Assigned task: Taking the first line of the listing as the start and the line containing "ctx.miterLimit = 4;" as the end, reproduce everything in between exactly, both ends included.

######

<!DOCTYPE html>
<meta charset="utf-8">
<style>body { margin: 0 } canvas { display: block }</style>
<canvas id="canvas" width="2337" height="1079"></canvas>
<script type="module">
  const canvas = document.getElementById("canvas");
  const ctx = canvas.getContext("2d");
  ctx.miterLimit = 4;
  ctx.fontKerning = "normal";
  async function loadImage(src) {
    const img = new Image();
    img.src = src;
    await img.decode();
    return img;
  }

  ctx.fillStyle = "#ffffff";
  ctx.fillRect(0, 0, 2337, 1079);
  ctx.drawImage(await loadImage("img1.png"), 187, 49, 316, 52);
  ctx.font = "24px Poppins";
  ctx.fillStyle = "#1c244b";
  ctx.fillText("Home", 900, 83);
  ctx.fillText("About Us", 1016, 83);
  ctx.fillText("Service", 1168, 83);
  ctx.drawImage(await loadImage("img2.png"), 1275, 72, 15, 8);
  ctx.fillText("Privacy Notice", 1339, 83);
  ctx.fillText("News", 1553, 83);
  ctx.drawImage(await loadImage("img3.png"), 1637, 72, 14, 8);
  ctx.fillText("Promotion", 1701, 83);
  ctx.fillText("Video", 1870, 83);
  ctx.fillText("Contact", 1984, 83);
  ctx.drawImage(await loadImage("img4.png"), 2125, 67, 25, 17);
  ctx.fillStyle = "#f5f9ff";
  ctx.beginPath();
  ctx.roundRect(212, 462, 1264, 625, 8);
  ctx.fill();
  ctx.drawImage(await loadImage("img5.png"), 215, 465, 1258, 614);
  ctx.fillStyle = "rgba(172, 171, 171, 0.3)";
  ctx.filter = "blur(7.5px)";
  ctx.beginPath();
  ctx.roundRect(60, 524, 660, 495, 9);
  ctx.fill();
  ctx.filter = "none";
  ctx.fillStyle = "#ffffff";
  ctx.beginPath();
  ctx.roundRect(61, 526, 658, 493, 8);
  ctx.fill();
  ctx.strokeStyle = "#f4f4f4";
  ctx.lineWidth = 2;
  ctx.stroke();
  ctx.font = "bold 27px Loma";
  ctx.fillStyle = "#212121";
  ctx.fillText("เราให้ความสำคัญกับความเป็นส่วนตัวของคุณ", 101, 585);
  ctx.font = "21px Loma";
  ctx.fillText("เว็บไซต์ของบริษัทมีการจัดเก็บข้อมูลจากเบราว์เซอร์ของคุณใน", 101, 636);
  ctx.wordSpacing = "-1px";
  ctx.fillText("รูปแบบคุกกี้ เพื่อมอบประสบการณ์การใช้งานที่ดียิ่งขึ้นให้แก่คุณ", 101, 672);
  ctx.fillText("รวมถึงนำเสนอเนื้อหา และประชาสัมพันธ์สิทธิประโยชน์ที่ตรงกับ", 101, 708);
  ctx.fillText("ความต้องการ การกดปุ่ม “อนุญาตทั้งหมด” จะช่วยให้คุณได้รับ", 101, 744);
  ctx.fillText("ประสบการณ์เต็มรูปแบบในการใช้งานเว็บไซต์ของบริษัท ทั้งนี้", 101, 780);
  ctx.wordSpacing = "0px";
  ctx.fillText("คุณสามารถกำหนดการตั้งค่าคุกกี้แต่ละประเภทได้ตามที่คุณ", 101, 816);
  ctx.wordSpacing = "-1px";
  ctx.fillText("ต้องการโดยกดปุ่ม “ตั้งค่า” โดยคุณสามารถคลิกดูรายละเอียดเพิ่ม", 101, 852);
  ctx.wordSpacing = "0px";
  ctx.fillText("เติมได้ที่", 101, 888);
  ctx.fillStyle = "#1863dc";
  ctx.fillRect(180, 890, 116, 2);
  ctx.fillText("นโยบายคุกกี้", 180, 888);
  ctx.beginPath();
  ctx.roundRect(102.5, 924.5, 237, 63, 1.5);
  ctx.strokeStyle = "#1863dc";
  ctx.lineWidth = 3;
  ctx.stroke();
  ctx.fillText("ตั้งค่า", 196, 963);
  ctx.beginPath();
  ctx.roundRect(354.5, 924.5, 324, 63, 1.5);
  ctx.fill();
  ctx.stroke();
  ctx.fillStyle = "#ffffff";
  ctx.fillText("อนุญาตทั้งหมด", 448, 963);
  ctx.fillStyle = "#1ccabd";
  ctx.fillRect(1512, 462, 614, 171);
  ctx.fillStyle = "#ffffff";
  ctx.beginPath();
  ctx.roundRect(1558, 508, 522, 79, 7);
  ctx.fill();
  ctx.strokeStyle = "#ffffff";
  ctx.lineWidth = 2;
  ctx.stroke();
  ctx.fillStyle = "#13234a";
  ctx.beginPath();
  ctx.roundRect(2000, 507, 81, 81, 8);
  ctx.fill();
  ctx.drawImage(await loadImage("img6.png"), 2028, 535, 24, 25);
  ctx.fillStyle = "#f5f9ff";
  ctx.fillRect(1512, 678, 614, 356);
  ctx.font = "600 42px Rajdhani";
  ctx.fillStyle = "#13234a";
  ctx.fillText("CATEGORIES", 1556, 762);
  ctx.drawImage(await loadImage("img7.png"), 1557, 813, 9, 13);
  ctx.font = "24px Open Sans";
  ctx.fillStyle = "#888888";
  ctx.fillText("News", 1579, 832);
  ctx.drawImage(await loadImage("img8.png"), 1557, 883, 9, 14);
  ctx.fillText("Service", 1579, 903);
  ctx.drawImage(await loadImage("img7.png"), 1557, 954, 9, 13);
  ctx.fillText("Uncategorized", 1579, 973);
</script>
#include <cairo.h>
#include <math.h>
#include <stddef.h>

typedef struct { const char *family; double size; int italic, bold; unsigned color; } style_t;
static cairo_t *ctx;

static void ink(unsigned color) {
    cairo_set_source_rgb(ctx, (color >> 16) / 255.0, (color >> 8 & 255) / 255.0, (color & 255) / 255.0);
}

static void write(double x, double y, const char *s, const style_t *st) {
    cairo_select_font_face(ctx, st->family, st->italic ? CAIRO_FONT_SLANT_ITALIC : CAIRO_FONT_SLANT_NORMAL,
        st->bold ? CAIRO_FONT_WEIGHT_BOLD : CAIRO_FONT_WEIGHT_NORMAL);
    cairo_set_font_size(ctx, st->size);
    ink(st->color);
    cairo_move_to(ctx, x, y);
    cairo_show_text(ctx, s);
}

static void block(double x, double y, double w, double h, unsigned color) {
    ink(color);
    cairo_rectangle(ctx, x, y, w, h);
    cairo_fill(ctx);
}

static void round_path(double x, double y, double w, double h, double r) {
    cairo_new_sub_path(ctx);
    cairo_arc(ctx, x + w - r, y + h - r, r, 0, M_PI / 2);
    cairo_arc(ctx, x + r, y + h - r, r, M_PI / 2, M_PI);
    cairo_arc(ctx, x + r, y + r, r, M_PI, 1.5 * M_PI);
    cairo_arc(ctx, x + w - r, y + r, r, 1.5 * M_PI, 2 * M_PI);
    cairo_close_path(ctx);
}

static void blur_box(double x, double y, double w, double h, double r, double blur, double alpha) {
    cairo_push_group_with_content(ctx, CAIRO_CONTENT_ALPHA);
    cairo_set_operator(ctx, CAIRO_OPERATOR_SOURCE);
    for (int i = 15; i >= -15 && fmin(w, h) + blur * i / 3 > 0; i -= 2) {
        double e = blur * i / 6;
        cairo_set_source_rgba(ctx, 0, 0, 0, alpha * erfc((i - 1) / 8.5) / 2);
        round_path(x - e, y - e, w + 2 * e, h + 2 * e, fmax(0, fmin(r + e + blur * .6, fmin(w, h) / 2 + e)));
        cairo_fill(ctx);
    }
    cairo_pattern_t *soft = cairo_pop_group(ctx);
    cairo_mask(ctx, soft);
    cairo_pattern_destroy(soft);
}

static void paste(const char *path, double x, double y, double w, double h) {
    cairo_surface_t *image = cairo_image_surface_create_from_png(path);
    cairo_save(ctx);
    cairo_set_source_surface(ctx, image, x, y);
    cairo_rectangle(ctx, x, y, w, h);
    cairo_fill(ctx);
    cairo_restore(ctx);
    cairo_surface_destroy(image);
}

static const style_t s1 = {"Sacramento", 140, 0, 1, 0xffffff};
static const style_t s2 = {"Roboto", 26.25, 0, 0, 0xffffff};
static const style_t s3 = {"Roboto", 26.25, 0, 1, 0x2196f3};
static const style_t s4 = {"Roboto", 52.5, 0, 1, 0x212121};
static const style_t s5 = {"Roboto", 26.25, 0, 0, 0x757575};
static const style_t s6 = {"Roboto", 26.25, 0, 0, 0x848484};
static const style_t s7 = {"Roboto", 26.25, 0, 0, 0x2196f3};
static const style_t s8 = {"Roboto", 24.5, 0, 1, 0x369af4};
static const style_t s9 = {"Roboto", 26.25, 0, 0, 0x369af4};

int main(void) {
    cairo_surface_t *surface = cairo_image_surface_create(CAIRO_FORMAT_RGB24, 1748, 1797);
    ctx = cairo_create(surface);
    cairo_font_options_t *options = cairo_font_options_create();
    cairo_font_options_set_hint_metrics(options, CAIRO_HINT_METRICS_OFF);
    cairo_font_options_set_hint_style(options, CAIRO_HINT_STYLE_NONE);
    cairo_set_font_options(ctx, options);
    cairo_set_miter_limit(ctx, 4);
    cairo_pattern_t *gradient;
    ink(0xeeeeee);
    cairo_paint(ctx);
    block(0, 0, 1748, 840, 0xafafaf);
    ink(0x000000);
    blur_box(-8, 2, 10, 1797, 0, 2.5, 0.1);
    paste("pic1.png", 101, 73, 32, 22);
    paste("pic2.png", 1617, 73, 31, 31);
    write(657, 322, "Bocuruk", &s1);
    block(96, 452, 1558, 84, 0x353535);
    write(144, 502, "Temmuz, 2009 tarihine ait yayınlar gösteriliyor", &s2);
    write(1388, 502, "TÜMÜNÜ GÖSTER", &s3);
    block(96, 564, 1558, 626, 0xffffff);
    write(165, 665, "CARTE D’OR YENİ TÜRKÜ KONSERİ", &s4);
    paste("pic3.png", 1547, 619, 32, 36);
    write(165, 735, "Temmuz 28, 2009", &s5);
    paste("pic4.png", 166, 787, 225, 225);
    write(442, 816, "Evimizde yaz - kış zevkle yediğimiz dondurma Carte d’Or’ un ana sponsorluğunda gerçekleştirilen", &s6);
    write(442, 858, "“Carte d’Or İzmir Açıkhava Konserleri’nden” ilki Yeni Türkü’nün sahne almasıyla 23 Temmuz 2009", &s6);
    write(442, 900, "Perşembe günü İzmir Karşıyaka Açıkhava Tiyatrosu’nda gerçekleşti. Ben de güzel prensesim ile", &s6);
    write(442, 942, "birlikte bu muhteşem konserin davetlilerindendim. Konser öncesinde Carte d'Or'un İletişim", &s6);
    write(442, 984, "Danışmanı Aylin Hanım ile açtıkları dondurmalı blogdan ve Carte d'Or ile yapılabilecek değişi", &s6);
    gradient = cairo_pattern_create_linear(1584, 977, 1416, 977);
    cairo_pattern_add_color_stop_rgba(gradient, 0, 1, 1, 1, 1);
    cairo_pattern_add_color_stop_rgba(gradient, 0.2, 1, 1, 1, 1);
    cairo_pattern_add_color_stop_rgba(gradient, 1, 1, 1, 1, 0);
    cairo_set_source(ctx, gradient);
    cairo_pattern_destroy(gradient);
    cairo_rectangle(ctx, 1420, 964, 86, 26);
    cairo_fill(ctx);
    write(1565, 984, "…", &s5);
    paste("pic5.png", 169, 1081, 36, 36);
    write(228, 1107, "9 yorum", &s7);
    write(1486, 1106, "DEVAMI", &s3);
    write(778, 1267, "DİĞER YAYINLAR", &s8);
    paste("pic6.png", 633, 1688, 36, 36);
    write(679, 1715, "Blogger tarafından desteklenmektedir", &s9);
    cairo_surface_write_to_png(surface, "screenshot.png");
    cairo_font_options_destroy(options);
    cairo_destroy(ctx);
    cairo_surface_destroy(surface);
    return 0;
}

######

Solved problem:
<!DOCTYPE html>
<meta charset="utf-8">
<style>body { margin: 0 } canvas { display: block }</style>
<canvas id="canvas" width="2337" height="1079"></canvas>
<script type="module">
  const canvas = document.getElementById("canvas");
  const ctx = canvas.getContext("2d");
  ctx.miterLimit = 4;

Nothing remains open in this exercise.